■ Assigned task
Pull out every line below that contains the word "image".

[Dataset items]
↓↓↓

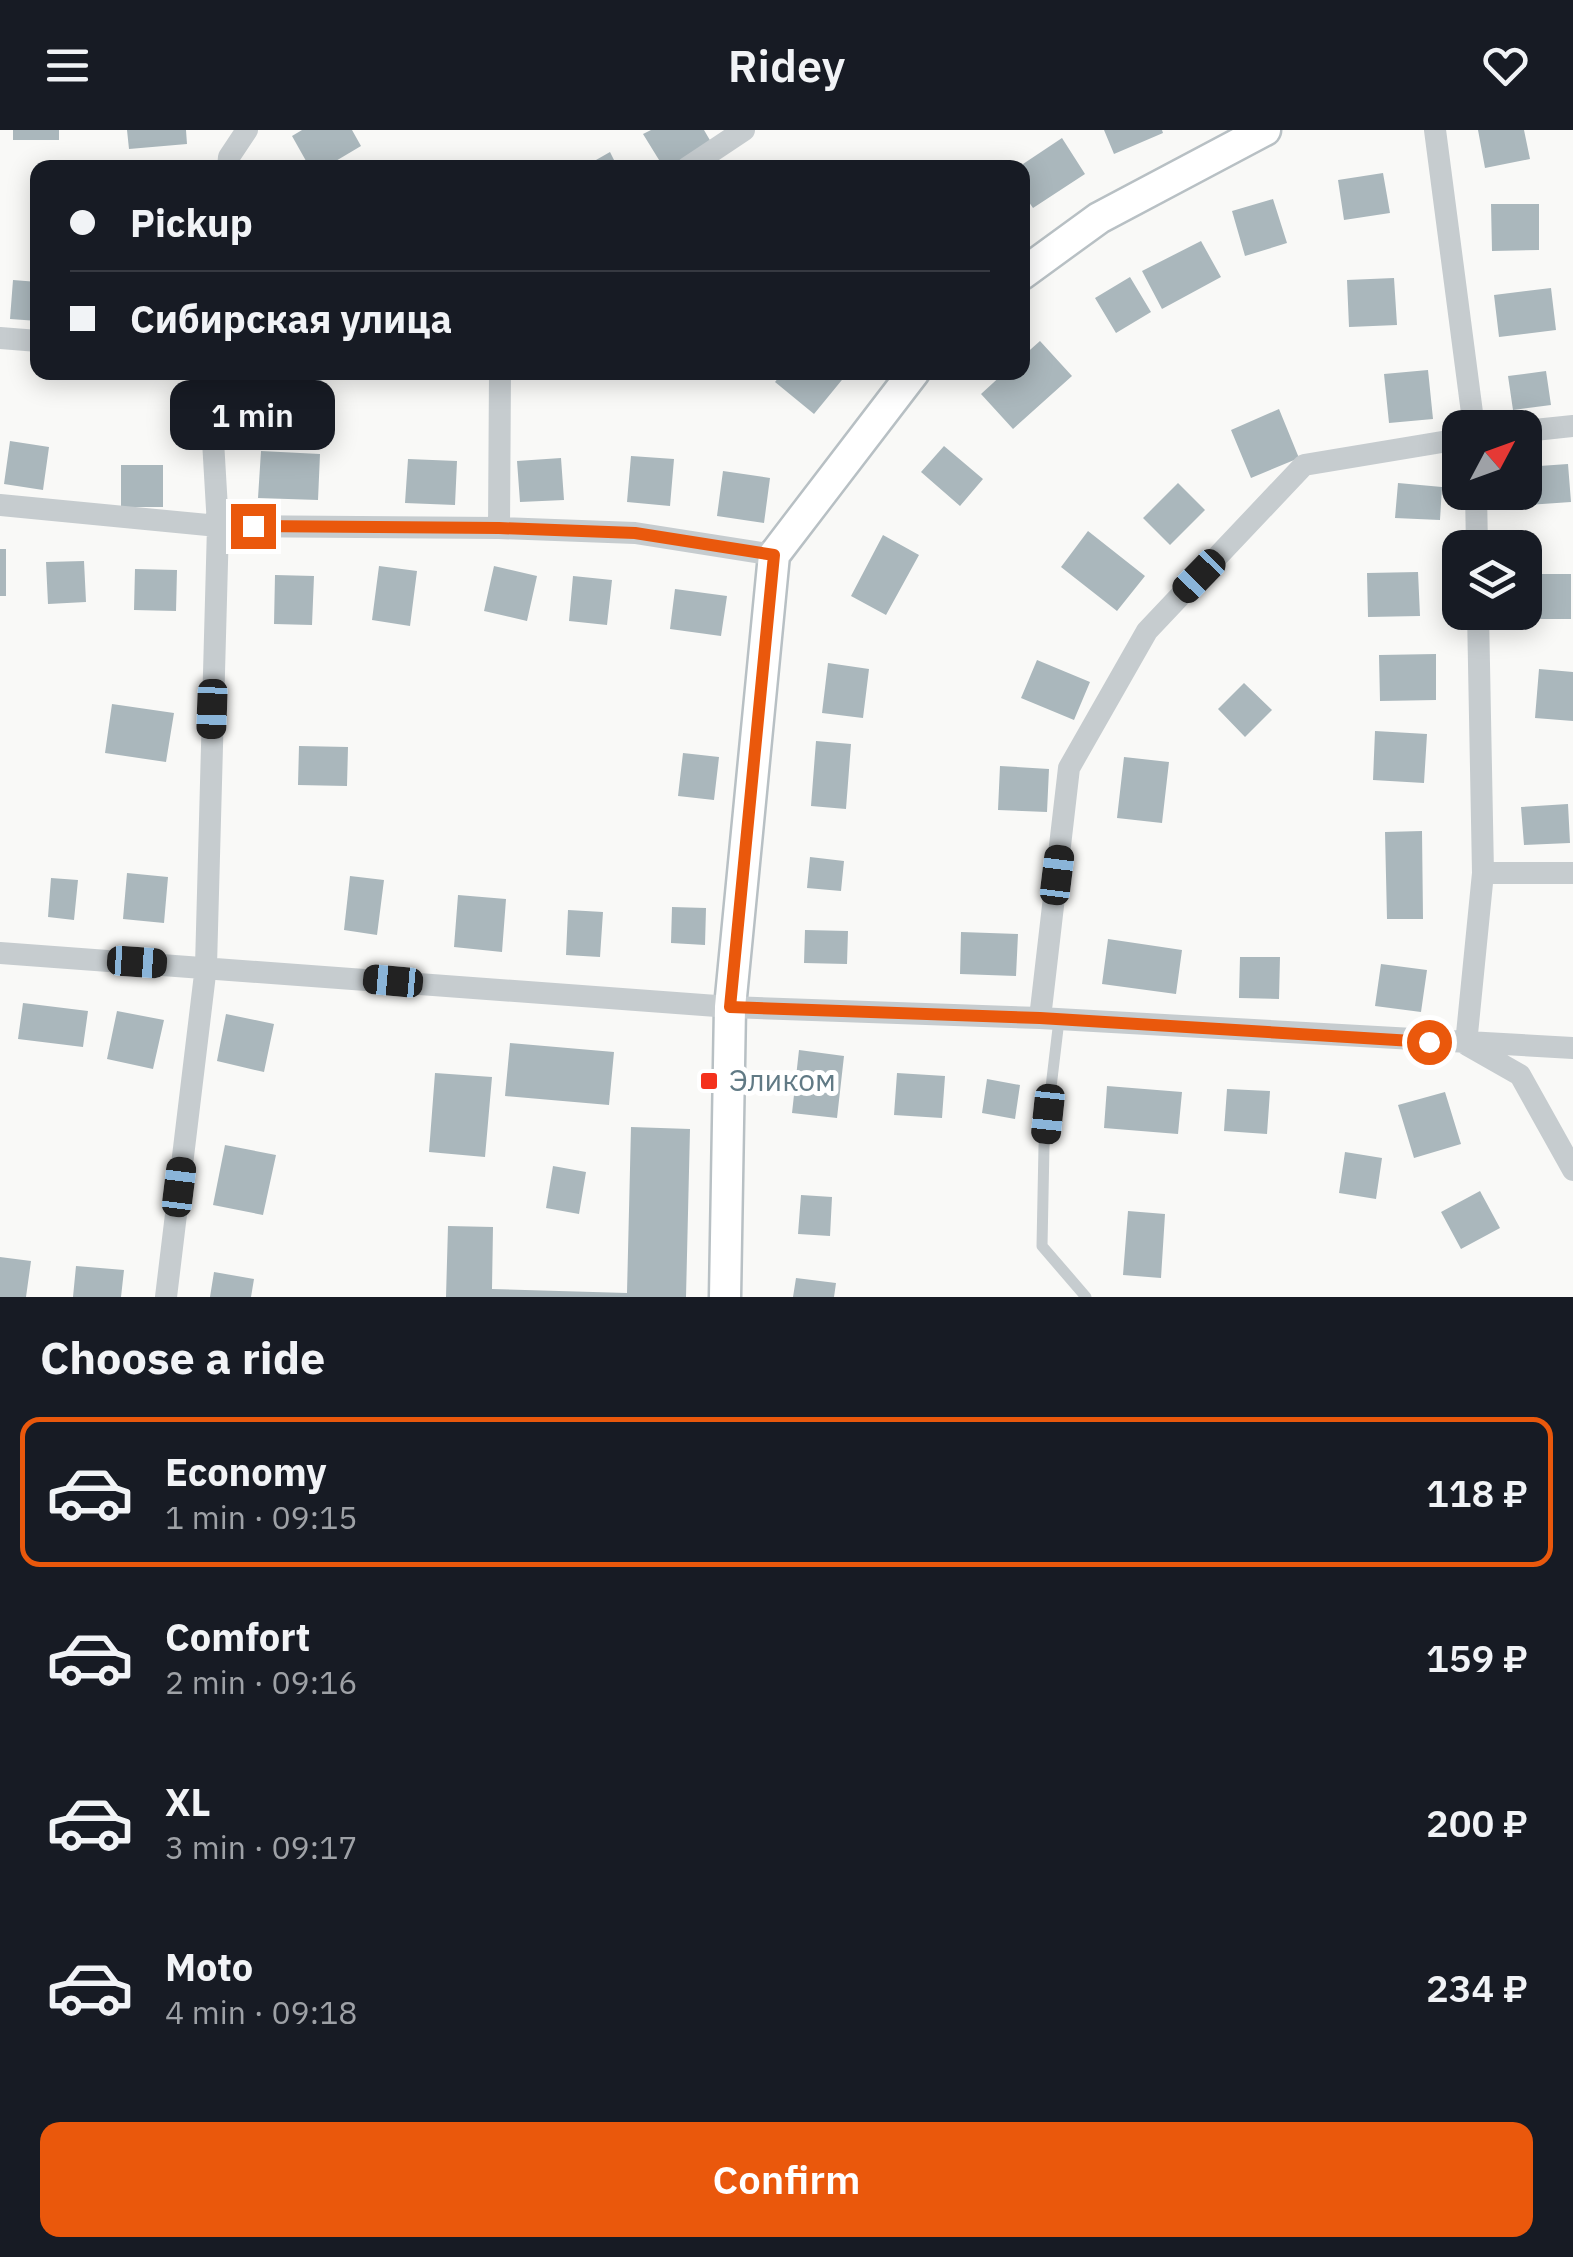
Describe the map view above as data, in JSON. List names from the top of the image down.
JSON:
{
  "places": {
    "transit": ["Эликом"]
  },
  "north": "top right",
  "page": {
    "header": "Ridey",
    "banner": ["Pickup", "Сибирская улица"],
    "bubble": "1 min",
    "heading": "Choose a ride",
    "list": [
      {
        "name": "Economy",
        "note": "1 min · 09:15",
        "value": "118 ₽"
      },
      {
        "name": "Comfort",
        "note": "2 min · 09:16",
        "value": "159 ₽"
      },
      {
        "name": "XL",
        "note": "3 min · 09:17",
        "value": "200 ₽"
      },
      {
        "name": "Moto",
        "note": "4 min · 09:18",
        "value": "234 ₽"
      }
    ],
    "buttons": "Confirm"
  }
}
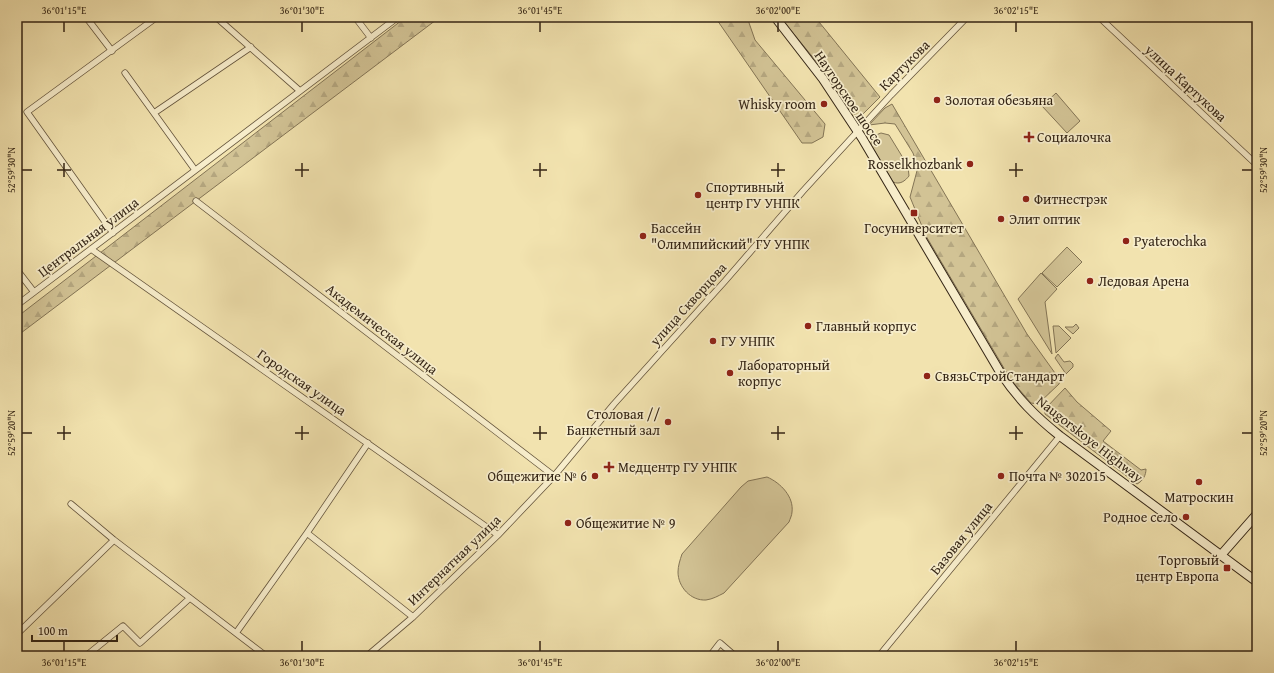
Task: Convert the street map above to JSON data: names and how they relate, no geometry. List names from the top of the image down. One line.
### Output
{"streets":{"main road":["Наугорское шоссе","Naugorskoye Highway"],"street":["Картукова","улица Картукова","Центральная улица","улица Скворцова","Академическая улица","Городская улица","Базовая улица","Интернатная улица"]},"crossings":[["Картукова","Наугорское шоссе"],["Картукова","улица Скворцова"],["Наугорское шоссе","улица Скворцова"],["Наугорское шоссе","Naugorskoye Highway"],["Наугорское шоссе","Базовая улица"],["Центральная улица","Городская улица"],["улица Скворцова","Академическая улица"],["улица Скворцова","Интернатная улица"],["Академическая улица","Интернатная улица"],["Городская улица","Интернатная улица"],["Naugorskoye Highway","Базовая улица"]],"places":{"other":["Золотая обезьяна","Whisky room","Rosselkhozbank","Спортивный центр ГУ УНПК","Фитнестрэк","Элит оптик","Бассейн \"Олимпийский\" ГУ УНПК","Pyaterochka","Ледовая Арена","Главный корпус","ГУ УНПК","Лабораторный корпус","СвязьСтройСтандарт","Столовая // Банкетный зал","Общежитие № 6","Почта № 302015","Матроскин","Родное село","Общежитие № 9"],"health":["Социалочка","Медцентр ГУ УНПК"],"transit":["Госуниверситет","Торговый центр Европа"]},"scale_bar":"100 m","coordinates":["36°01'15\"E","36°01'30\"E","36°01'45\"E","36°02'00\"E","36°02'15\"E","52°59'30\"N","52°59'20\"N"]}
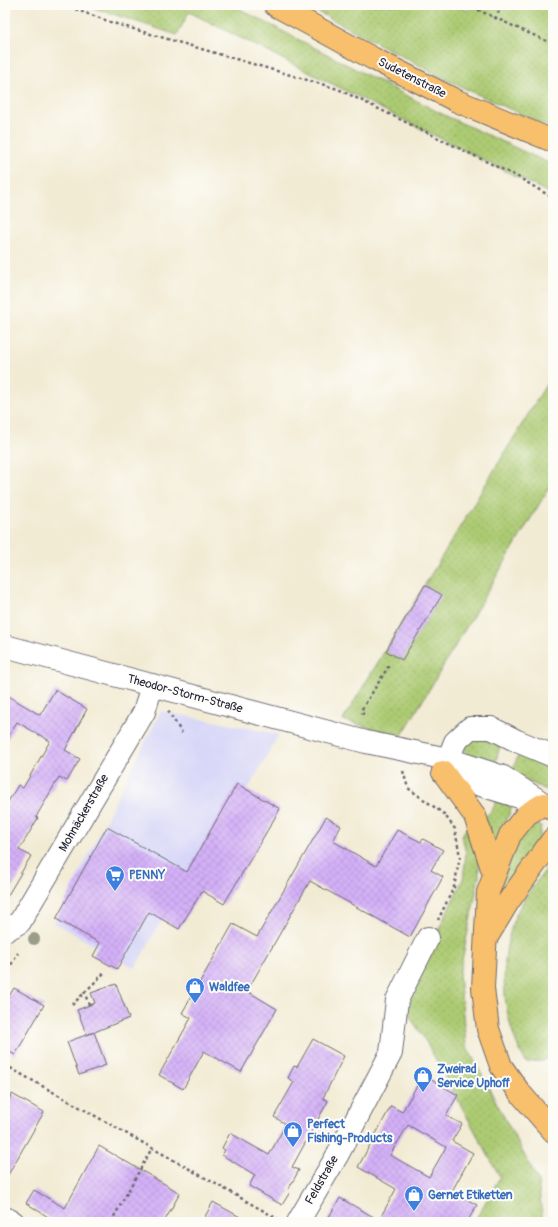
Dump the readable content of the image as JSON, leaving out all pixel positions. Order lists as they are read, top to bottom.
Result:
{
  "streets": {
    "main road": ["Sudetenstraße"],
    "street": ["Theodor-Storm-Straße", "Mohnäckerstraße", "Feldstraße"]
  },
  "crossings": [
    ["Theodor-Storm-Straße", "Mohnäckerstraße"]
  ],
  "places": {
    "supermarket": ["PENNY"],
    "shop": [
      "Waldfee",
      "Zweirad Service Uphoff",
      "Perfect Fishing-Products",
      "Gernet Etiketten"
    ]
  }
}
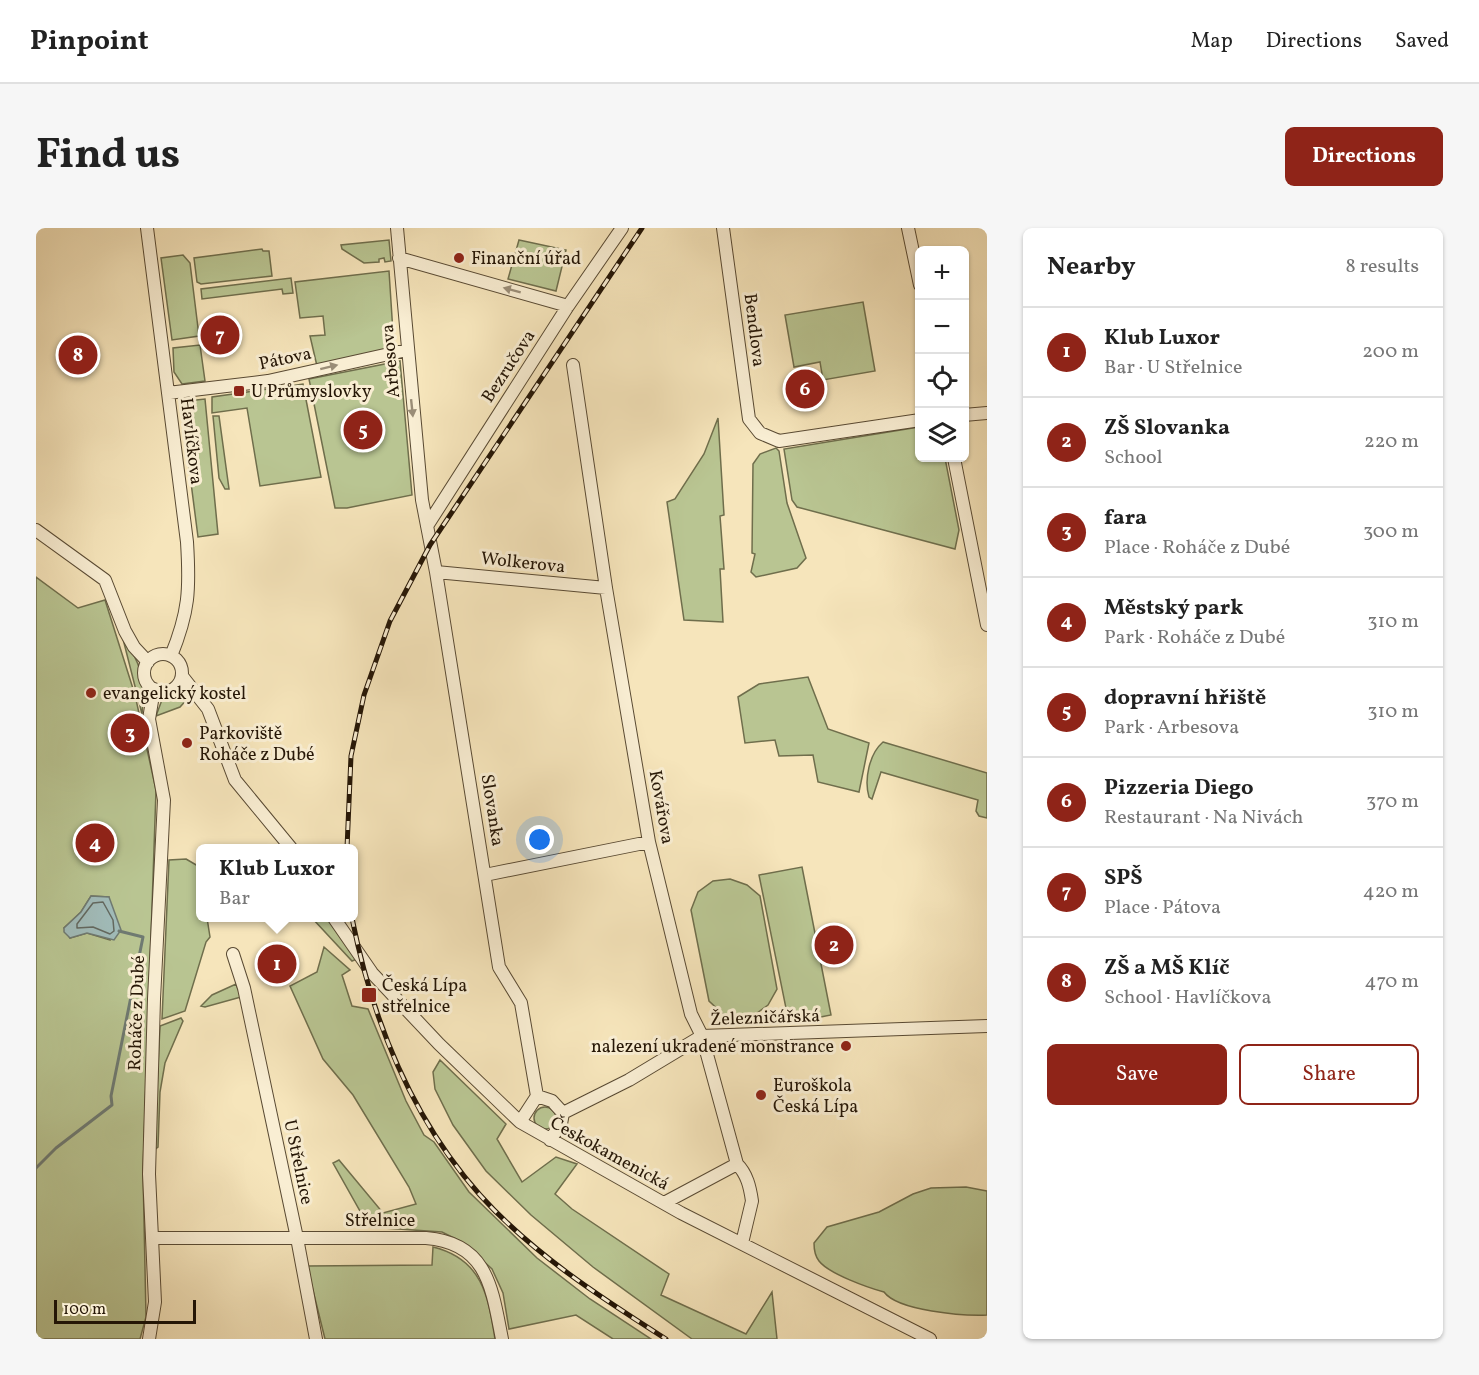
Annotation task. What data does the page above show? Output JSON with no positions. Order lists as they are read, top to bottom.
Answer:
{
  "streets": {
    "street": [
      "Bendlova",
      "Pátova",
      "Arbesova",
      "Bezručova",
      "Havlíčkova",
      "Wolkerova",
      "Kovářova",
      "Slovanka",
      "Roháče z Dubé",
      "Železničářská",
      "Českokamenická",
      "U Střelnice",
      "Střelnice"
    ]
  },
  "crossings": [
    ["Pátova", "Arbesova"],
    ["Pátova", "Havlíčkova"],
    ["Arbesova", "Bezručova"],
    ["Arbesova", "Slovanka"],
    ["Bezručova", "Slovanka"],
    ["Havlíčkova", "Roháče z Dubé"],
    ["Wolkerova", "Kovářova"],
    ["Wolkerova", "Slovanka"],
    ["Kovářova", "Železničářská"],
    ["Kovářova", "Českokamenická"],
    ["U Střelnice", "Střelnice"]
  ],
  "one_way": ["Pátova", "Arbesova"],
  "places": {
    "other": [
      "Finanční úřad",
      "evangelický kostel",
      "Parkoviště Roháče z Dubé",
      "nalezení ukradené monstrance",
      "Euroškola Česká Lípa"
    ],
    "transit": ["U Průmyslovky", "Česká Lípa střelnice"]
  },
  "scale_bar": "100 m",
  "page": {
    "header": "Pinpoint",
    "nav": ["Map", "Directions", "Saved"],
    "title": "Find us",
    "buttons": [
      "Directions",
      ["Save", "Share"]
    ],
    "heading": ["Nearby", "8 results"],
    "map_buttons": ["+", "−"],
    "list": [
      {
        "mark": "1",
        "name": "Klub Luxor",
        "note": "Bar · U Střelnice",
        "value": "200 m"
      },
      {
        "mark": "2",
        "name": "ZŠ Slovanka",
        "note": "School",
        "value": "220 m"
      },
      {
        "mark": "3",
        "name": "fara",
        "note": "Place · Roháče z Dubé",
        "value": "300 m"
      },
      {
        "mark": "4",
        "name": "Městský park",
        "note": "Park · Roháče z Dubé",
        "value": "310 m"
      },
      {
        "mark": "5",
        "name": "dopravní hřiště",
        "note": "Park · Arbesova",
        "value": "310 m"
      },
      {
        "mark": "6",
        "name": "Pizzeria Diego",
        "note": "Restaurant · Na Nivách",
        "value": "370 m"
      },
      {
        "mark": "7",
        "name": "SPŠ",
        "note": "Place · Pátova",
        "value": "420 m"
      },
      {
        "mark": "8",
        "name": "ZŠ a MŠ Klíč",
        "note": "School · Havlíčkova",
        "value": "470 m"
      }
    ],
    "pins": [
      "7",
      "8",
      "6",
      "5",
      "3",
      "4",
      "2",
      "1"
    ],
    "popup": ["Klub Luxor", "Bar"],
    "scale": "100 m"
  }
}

↑↑↑

■ Task response
Describe the map view above as data, in JSON. List names from the top of the image down.
Task: Convert the street map above to JSON data: names and how they relate, no geometry. List names from the top of the image down. One line.
Dump the readable content of the image as JSON, leaving out all pixel positions. Order lists as they are read, top to bottom.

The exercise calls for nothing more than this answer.